As costs to complete the line rose and the Southern Pacific demanded an additional $250,000, Newmark and Solomon Lazard helped to organize the business community’s support. Later, when the railroad used its monopoly to impose much higher shipping costs in 1876, Newmark and other wholesalers chartered the freighter Newport to bring goods to Los Angeles by sea.
But the solidarity of the city’s business community was eroding. Newmark eventually stood alone in trying to weaken the railroad’s freight monopoly. He gave up and accepted the new rates. Successful businesses were now operating statewide and the old, freewheeling days of the pioneer merchants were ending. Passage across the ethnic and cultural boundaries of Los Angeles was becoming harder, too. New immigrants from the Midwest brought their bigotries with them, including overt antisemitism.

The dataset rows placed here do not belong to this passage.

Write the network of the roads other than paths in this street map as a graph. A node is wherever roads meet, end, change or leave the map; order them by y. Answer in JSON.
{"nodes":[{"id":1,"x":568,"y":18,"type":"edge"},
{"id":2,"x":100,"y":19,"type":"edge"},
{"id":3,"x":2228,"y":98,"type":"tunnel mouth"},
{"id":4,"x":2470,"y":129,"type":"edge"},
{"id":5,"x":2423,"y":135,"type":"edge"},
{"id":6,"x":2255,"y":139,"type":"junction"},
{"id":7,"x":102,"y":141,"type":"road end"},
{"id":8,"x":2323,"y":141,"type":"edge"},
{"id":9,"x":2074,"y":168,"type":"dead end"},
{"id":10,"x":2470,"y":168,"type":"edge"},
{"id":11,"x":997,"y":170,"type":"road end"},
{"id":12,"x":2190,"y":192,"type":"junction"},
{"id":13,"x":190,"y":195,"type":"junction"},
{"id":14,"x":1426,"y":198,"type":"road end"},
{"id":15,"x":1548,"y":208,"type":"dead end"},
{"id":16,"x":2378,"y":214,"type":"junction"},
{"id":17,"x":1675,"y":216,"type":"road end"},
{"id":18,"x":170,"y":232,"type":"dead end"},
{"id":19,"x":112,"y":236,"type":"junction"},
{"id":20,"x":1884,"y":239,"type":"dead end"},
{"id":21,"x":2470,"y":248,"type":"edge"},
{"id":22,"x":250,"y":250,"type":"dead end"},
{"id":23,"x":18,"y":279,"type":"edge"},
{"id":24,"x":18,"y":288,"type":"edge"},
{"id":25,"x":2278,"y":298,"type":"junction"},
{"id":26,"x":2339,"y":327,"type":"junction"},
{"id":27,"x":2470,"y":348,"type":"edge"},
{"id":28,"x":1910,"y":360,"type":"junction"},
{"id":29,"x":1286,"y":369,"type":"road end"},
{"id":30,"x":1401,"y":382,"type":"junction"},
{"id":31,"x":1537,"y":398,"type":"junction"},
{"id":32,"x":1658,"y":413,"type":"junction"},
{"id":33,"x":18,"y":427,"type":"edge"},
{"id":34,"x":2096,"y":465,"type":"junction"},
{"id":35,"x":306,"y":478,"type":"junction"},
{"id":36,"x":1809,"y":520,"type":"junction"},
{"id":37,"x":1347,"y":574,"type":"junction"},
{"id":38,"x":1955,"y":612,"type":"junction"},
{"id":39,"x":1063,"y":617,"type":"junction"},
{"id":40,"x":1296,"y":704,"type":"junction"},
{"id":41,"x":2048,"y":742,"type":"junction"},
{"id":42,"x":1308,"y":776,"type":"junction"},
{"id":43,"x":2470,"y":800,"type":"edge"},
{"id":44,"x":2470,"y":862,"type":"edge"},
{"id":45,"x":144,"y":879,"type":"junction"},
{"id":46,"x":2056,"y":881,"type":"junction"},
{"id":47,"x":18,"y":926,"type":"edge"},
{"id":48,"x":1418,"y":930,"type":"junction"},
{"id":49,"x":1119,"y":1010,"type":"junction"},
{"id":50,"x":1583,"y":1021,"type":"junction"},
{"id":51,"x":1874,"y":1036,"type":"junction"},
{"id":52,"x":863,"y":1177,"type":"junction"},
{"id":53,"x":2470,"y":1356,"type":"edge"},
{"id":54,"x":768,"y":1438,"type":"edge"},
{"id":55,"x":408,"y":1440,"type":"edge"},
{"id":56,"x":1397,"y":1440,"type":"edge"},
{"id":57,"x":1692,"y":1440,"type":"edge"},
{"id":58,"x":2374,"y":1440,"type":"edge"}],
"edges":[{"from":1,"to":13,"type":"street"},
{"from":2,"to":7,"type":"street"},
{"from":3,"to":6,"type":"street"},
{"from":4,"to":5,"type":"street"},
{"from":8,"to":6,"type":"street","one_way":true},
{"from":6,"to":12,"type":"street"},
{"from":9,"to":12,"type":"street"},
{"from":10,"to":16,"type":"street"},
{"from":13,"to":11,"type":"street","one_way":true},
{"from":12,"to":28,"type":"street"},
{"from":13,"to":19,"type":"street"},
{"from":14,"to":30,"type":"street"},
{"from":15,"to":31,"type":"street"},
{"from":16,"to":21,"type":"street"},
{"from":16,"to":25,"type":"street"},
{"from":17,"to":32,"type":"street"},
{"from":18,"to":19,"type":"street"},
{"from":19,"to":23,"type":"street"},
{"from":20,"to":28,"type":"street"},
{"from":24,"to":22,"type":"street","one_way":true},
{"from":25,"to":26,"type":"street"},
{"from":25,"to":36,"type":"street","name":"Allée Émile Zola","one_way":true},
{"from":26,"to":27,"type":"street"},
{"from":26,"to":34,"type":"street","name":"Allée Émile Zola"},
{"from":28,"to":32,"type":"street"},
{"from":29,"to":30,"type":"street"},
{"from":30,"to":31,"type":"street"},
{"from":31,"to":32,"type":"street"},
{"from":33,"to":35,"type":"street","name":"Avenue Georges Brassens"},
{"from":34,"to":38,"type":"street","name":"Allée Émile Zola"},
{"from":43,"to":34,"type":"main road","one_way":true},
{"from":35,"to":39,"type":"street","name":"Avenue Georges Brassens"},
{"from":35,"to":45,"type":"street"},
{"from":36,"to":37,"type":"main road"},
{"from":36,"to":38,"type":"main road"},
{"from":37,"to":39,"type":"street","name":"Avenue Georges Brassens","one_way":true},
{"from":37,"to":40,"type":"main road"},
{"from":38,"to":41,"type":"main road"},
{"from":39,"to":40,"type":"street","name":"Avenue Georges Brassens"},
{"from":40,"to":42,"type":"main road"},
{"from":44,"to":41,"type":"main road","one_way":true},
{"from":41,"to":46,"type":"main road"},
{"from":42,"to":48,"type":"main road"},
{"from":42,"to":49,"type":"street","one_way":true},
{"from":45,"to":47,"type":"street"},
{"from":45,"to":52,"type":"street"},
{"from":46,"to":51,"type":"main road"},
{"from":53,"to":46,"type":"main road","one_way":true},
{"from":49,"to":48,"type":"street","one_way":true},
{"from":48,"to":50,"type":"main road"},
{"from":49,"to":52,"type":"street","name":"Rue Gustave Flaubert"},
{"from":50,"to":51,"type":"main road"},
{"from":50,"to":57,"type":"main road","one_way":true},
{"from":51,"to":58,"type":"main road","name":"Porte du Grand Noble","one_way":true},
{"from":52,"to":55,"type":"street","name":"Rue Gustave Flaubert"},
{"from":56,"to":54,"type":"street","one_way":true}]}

Newmark, ever the careful negotiator of the borderlands of Los Angeles, only alludes to the social clubs and booster organizations that, beginning in the late 1880s, no longer admitted Jewish members, beginning the long estrangement of Jewish business leaders from civic life in Los Angeles. The effects of that separation still linger.
Harris Newmark died a hundred years ago, shortly before the publication of his memoir – almost a day by day account – that remains the most readable and reliable of witnesses to the newly American Los Angeles of the mid-19th century. Although Newmark continues to be honored by the city’s Jewish community as one of its founders, his identity as an Angeleño has faded.
Harris Newmark High School (on the grounds of Belmont High) and Newmark Mall (a collection of shops in Montebello) fleetingly remember his name. The Harris Newmark Building, built in 1926 by Newmark’s sons, is now the New Mart.
Newmark, who had navigated the mean streets of the 1850s, was bolder than the quiet, elderly businessman described in his obituaries. He and his contemporaries – Californio, Mexicano, Anglo, European immigrant, and Jewish – were thoroughly Western in spirit, flawed but generous. They took their diversity for granted and, for the most part, chose not to turn their differences into grievances. Imperfect people in an imperfect place, they were proud to call themselves Angeleño.
The second edition of Harris Newmark’s “Sixty Years in Southern California: 1853-1913” is available in digital form from several sources, including the American Memory Collection of the Library of Congress.
 When Newmark’s uncle, his wife, and their children – all of whom spoke English – joined him in 1854 in Los Angeles, they quickly taught him English.
 Historian Kevin Starr has described 19th-century California as a “ferociously fluid society.”
 The Santa Fe Railroad completed a direct transcontinental rail line to Los Angeles, breaking the Southern Pacific’s monopoly in 1887.
 “Speaking of social organizations,” Newmark wrote, “I may say that several Los Angeles clubs were organized in the early era of sympathy, tolerance and good feeling, when the individual was appreciated at his true worth and before the advent of men whose bigotry has sown intolerance and discord, and has made a mockery of both religion and professed ideals.”
 Harris Newmark, writing in 1913, continued to use the term Angeleño (with an enye) to name both Anglo and Latino residents of Los Angeles. This is what also called himself.